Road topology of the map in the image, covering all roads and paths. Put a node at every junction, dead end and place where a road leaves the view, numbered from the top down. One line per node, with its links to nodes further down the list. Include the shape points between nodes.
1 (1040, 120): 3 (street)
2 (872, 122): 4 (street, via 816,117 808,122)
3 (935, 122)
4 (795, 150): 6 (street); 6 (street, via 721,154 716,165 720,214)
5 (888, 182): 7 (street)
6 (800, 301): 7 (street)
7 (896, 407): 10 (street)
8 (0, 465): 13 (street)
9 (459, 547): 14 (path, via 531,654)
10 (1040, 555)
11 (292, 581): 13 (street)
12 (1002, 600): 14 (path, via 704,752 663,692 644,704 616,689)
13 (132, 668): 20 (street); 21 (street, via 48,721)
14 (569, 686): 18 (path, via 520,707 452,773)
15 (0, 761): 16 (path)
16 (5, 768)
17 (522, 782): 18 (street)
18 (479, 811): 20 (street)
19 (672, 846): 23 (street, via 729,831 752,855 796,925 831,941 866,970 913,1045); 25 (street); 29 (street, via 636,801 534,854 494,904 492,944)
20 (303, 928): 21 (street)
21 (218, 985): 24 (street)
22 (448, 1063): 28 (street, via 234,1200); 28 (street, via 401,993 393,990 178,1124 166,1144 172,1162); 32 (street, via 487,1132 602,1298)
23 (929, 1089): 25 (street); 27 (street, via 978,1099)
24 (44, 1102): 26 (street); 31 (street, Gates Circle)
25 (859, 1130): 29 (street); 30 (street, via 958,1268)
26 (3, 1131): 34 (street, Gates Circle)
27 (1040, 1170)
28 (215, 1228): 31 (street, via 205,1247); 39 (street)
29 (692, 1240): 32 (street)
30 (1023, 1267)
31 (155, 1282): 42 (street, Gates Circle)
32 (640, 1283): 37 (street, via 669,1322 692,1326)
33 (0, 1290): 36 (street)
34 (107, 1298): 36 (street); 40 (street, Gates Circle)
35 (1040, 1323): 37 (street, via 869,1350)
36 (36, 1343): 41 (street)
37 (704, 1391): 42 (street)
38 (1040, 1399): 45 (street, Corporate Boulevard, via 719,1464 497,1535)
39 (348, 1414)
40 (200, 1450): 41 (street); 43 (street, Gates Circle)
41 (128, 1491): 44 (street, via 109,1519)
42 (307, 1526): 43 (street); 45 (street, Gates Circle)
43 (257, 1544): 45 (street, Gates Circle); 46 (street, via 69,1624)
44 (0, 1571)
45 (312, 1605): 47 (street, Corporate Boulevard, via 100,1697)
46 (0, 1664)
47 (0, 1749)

· · · · · · ·

*EXERCISE BRIEF*
Your response needs to restate the lines above exactly.

*REPLY*
Road topology of the map in the image, covering all roads and paths. Put a node at every junction, dead end and place where a road leaves the view, numbered from the top down. One line per node, with its links to nodes further down the list. Include the shape points between nodes.
1 (1040, 120): 3 (street)
2 (872, 122): 4 (street, via 816,117 808,122)
3 (935, 122)
4 (795, 150): 6 (street); 6 (street, via 721,154 716,165 720,214)
5 (888, 182): 7 (street)
6 (800, 301): 7 (street)
7 (896, 407): 10 (street)
8 (0, 465): 13 (street)
9 (459, 547): 14 (path, via 531,654)
10 (1040, 555)
11 (292, 581): 13 (street)
12 (1002, 600): 14 (path, via 704,752 663,692 644,704 616,689)
13 (132, 668): 20 (street); 21 (street, via 48,721)
14 (569, 686): 18 (path, via 520,707 452,773)
15 (0, 761): 16 (path)
16 (5, 768)
17 (522, 782): 18 (street)
18 (479, 811): 20 (street)
19 (672, 846): 23 (street, via 729,831 752,855 796,925 831,941 866,970 913,1045); 25 (street); 29 (street, via 636,801 534,854 494,904 492,944)
20 (303, 928): 21 (street)
21 (218, 985): 24 (street)
22 (448, 1063): 28 (street, via 234,1200); 28 (street, via 401,993 393,990 178,1124 166,1144 172,1162); 32 (street, via 487,1132 602,1298)
23 (929, 1089): 25 (street); 27 (street, via 978,1099)
24 (44, 1102): 26 (street); 31 (street, Gates Circle)
25 (859, 1130): 29 (street); 30 (street, via 958,1268)
26 (3, 1131): 34 (street, Gates Circle)
27 (1040, 1170)
28 (215, 1228): 31 (street, via 205,1247); 39 (street)
29 (692, 1240): 32 (street)
30 (1023, 1267)
31 (155, 1282): 42 (street, Gates Circle)
32 (640, 1283): 37 (street, via 669,1322 692,1326)
33 (0, 1290): 36 (street)
34 (107, 1298): 36 (street); 40 (street, Gates Circle)
35 (1040, 1323): 37 (street, via 869,1350)
36 (36, 1343): 41 (street)
37 (704, 1391): 42 (street)
38 (1040, 1399): 45 (street, Corporate Boulevard, via 719,1464 497,1535)
39 (348, 1414)
40 (200, 1450): 41 (street); 43 (street, Gates Circle)
41 (128, 1491): 44 (street, via 109,1519)
42 (307, 1526): 43 (street); 45 (street, Gates Circle)
43 (257, 1544): 45 (street, Gates Circle); 46 (street, via 69,1624)
44 (0, 1571)
45 (312, 1605): 47 (street, Corporate Boulevard, via 100,1697)
46 (0, 1664)
47 (0, 1749)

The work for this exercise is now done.